▸ **Work item**: For this exercise, print all of the data exactly as given.

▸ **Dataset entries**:
-----

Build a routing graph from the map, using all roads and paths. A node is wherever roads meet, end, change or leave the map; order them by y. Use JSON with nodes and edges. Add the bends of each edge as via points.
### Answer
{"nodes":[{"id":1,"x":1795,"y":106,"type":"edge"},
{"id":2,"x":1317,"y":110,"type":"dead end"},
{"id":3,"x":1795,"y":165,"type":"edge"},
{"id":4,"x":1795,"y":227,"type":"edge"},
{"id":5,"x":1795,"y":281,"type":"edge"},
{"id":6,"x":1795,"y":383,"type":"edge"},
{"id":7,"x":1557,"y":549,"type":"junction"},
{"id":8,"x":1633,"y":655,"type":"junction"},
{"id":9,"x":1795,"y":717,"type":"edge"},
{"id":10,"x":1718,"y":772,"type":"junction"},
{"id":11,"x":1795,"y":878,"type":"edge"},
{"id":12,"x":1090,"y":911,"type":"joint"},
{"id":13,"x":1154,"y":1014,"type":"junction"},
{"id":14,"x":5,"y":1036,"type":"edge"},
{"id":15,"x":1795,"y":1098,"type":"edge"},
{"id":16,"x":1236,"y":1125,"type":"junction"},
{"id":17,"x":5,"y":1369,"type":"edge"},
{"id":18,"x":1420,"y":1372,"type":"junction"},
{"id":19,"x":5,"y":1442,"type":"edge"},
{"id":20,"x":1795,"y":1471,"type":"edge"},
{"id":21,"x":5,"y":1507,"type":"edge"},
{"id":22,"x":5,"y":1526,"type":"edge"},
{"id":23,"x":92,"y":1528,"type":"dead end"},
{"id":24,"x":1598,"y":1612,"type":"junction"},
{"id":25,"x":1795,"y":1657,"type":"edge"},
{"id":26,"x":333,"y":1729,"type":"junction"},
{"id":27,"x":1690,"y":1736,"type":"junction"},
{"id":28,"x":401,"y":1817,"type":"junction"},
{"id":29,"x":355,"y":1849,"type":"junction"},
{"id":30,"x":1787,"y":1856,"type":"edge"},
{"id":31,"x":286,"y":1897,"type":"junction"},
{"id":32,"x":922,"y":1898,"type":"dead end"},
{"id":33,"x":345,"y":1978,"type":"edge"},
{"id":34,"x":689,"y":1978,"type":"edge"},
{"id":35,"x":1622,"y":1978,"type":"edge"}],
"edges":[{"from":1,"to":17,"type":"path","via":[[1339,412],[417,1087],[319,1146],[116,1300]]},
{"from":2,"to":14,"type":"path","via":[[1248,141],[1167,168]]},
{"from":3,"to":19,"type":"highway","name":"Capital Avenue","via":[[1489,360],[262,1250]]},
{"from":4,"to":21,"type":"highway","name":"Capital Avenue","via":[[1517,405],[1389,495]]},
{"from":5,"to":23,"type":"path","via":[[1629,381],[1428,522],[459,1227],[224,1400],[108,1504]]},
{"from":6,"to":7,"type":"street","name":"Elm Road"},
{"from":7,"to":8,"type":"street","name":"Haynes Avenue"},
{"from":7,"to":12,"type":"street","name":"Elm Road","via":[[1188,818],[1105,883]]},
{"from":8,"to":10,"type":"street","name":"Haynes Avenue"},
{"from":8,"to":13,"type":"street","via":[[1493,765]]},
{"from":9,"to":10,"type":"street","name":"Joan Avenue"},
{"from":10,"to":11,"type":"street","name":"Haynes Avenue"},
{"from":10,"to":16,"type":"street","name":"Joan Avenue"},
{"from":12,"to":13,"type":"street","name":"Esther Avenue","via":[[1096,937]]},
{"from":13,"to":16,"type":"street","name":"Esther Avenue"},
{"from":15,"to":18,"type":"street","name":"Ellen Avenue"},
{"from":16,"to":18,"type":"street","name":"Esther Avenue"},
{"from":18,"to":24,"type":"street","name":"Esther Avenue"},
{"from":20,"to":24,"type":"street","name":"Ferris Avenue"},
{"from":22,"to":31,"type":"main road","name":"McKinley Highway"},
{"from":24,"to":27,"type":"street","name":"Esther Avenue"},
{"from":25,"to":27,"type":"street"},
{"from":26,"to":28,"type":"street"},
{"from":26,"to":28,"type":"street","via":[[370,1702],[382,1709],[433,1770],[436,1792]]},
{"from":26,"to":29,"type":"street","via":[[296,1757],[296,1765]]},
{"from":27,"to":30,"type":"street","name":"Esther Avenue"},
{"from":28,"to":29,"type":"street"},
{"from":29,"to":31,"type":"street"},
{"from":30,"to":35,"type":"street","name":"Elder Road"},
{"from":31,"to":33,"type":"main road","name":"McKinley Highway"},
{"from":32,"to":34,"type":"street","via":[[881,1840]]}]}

-----

▸ **Finished task**:
Build a routing graph from the map, using all roads and paths. A node is wherever roads meet, end, change or leave the map; order them by y. Use JSON with nodes and edges. Add the bends of each edge as via points.
### Answer
{"nodes":[{"id":1,"x":1795,"y":106,"type":"edge"},
{"id":2,"x":1317,"y":110,"type":"dead end"},
{"id":3,"x":1795,"y":165,"type":"edge"},
{"id":4,"x":1795,"y":227,"type":"edge"},
{"id":5,"x":1795,"y":281,"type":"edge"},
{"id":6,"x":1795,"y":383,"type":"edge"},
{"id":7,"x":1557,"y":549,"type":"junction"},
{"id":8,"x":1633,"y":655,"type":"junction"},
{"id":9,"x":1795,"y":717,"type":"edge"},
{"id":10,"x":1718,"y":772,"type":"junction"},
{"id":11,"x":1795,"y":878,"type":"edge"},
{"id":12,"x":1090,"y":911,"type":"joint"},
{"id":13,"x":1154,"y":1014,"type":"junction"},
{"id":14,"x":5,"y":1036,"type":"edge"},
{"id":15,"x":1795,"y":1098,"type":"edge"},
{"id":16,"x":1236,"y":1125,"type":"junction"},
{"id":17,"x":5,"y":1369,"type":"edge"},
{"id":18,"x":1420,"y":1372,"type":"junction"},
{"id":19,"x":5,"y":1442,"type":"edge"},
{"id":20,"x":1795,"y":1471,"type":"edge"},
{"id":21,"x":5,"y":1507,"type":"edge"},
{"id":22,"x":5,"y":1526,"type":"edge"},
{"id":23,"x":92,"y":1528,"type":"dead end"},
{"id":24,"x":1598,"y":1612,"type":"junction"},
{"id":25,"x":1795,"y":1657,"type":"edge"},
{"id":26,"x":333,"y":1729,"type":"junction"},
{"id":27,"x":1690,"y":1736,"type":"junction"},
{"id":28,"x":401,"y":1817,"type":"junction"},
{"id":29,"x":355,"y":1849,"type":"junction"},
{"id":30,"x":1787,"y":1856,"type":"edge"},
{"id":31,"x":286,"y":1897,"type":"junction"},
{"id":32,"x":922,"y":1898,"type":"dead end"},
{"id":33,"x":345,"y":1978,"type":"edge"},
{"id":34,"x":689,"y":1978,"type":"edge"},
{"id":35,"x":1622,"y":1978,"type":"edge"}],
"edges":[{"from":1,"to":17,"type":"path","via":[[1339,412],[417,1087],[319,1146],[116,1300]]},
{"from":2,"to":14,"type":"path","via":[[1248,141],[1167,168]]},
{"from":3,"to":19,"type":"highway","name":"Capital Avenue","via":[[1489,360],[262,1250]]},
{"from":4,"to":21,"type":"highway","name":"Capital Avenue","via":[[1517,405],[1389,495]]},
{"from":5,"to":23,"type":"path","via":[[1629,381],[1428,522],[459,1227],[224,1400],[108,1504]]},
{"from":6,"to":7,"type":"street","name":"Elm Road"},
{"from":7,"to":8,"type":"street","name":"Haynes Avenue"},
{"from":7,"to":12,"type":"street","name":"Elm Road","via":[[1188,818],[1105,883]]},
{"from":8,"to":10,"type":"street","name":"Haynes Avenue"},
{"from":8,"to":13,"type":"street","via":[[1493,765]]},
{"from":9,"to":10,"type":"street","name":"Joan Avenue"},
{"from":10,"to":11,"type":"street","name":"Haynes Avenue"},
{"from":10,"to":16,"type":"street","name":"Joan Avenue"},
{"from":12,"to":13,"type":"street","name":"Esther Avenue","via":[[1096,937]]},
{"from":13,"to":16,"type":"street","name":"Esther Avenue"},
{"from":15,"to":18,"type":"street","name":"Ellen Avenue"},
{"from":16,"to":18,"type":"street","name":"Esther Avenue"},
{"from":18,"to":24,"type":"street","name":"Esther Avenue"},
{"from":20,"to":24,"type":"street","name":"Ferris Avenue"},
{"from":22,"to":31,"type":"main road","name":"McKinley Highway"},
{"from":24,"to":27,"type":"street","name":"Esther Avenue"},
{"from":25,"to":27,"type":"street"},
{"from":26,"to":28,"type":"street"},
{"from":26,"to":28,"type":"street","via":[[370,1702],[382,1709],[433,1770],[436,1792]]},
{"from":26,"to":29,"type":"street","via":[[296,1757],[296,1765]]},
{"from":27,"to":30,"type":"street","name":"Esther Avenue"},
{"from":28,"to":29,"type":"street"},
{"from":29,"to":31,"type":"street"},
{"from":30,"to":35,"type":"street","name":"Elder Road"},
{"from":31,"to":33,"type":"main road","name":"McKinley Highway"},
{"from":32,"to":34,"type":"street","via":[[881,1840]]}]}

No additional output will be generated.